**YOUR ASSIGNMENT**
What is the number of lines below that contain the string "paths"? Give it and nothing else.

**DATA EXCERPTS**
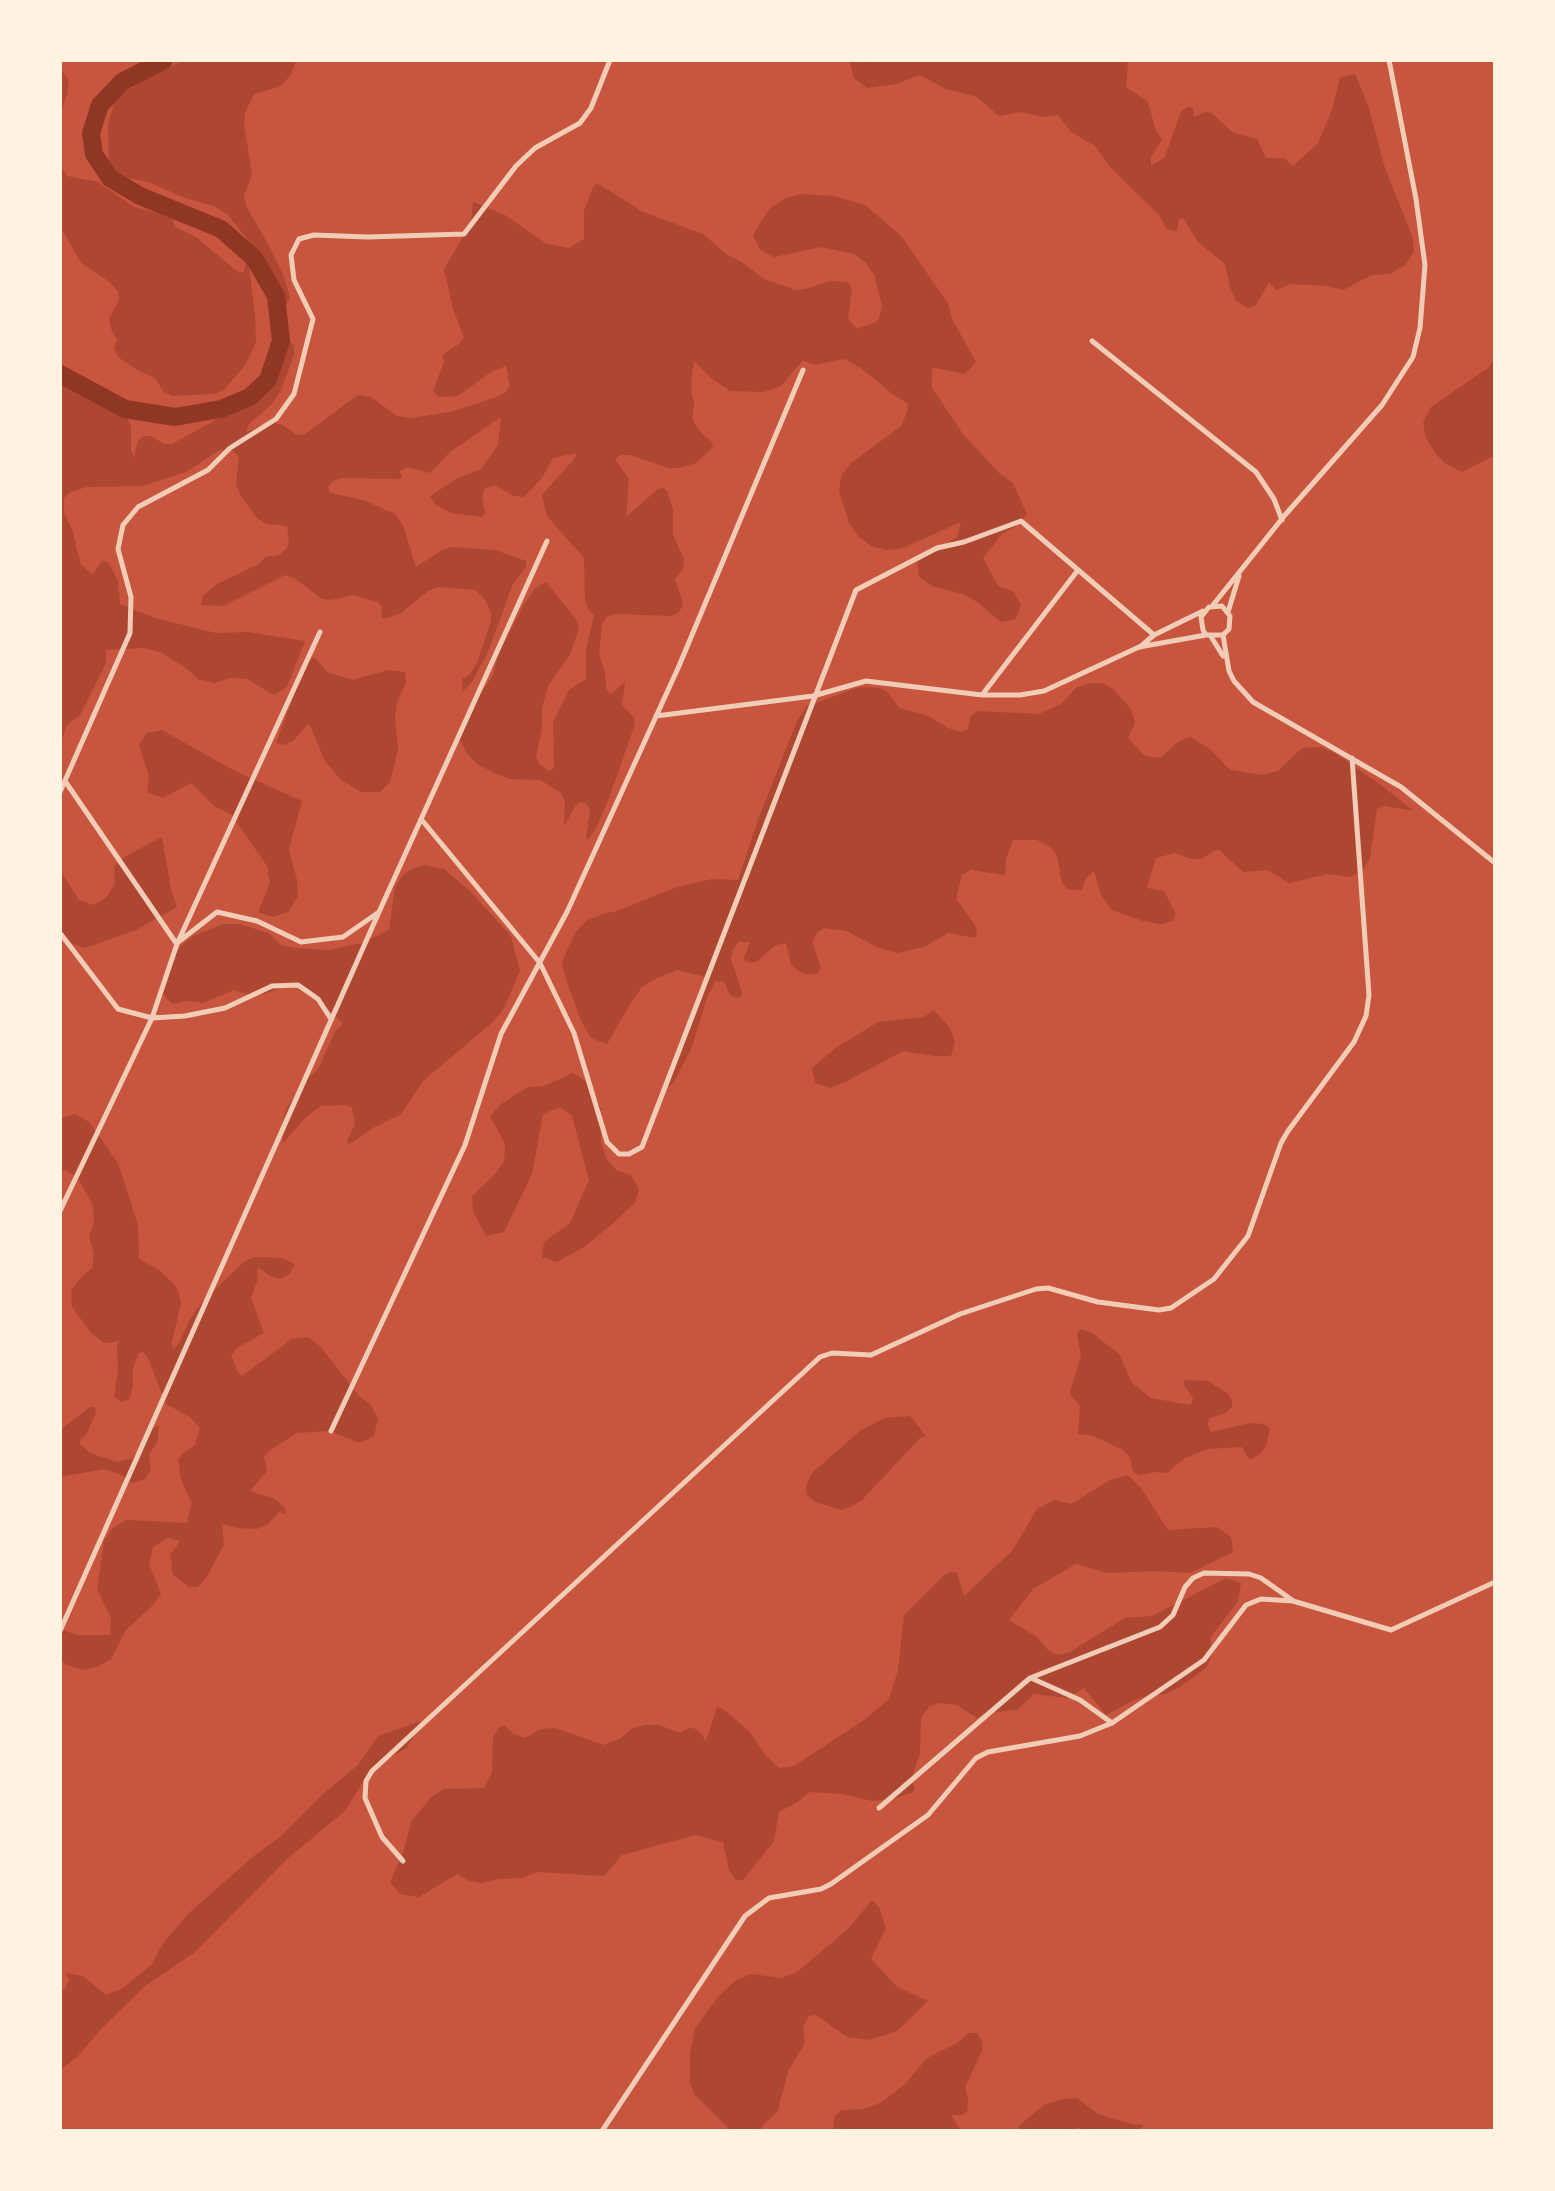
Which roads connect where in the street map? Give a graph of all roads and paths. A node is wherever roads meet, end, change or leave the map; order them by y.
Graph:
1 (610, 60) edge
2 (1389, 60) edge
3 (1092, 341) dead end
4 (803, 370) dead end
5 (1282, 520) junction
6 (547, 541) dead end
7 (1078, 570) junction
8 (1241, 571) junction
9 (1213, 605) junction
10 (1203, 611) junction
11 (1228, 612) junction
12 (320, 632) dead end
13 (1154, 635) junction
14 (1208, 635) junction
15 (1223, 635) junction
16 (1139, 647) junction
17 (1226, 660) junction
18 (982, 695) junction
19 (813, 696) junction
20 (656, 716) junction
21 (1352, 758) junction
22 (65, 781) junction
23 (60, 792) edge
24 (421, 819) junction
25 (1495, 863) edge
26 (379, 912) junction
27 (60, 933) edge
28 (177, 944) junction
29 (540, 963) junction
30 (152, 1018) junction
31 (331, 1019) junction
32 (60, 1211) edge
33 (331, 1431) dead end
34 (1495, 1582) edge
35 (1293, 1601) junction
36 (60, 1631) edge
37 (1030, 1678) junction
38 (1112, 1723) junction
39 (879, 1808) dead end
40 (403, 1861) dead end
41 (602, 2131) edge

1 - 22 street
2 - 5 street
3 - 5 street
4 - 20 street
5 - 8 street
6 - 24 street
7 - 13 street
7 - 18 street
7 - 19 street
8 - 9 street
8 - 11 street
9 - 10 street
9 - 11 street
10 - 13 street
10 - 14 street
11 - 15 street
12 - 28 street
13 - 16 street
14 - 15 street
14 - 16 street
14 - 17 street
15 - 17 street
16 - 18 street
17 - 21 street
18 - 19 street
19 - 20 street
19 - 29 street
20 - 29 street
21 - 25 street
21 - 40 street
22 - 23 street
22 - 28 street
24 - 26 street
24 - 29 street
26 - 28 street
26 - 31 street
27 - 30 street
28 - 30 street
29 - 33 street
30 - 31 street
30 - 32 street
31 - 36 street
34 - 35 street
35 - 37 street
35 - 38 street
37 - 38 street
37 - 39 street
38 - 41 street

---

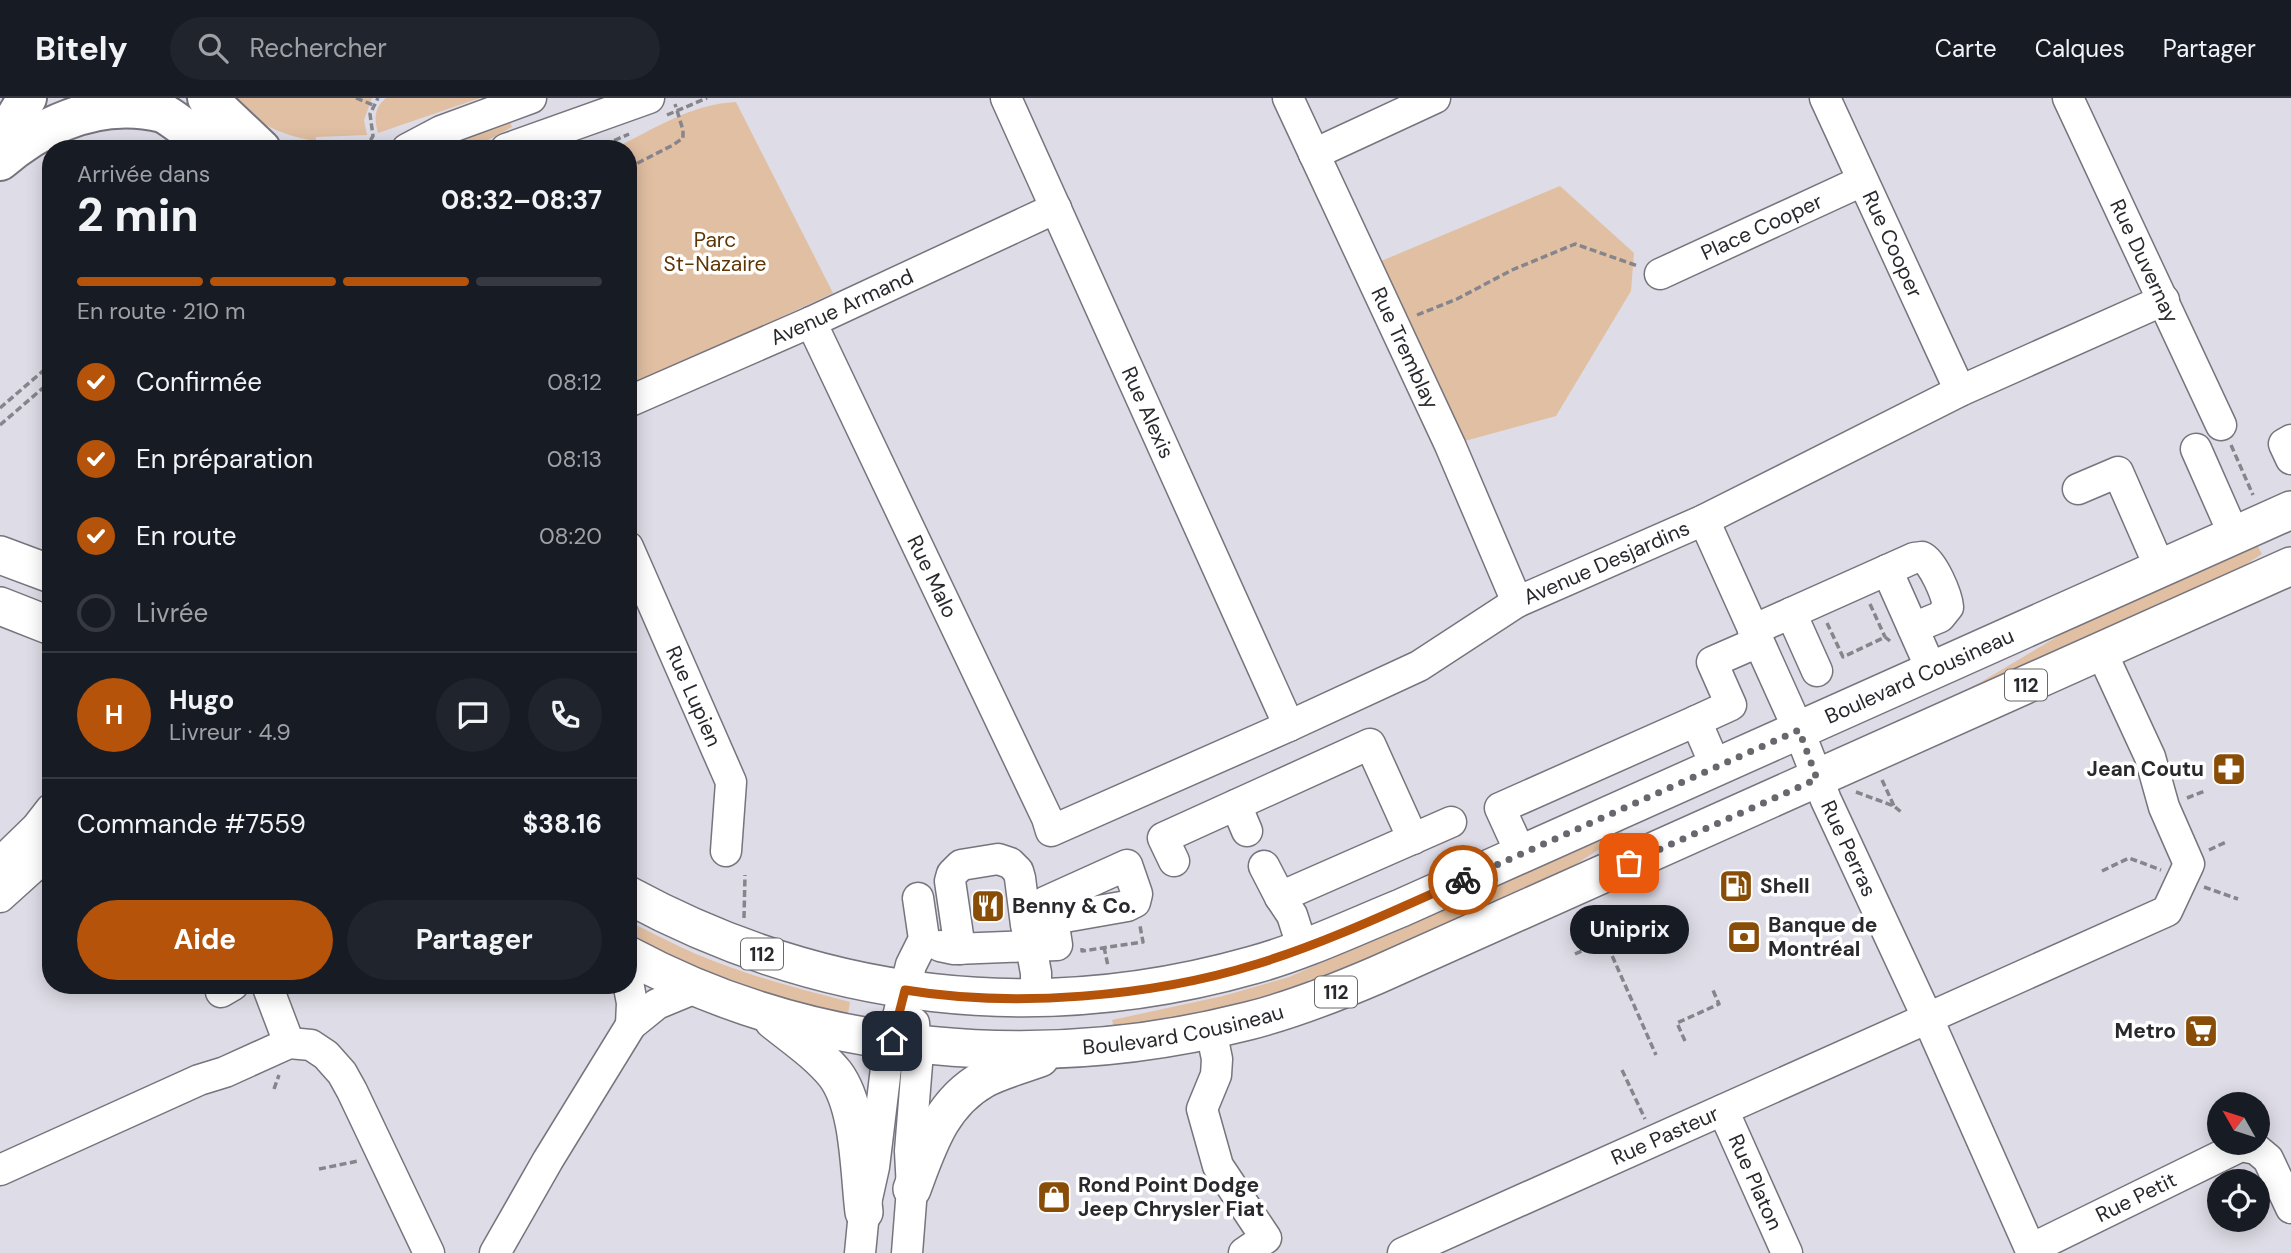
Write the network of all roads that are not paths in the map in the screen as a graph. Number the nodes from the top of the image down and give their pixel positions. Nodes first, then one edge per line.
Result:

**YOUR SOLUTION**
2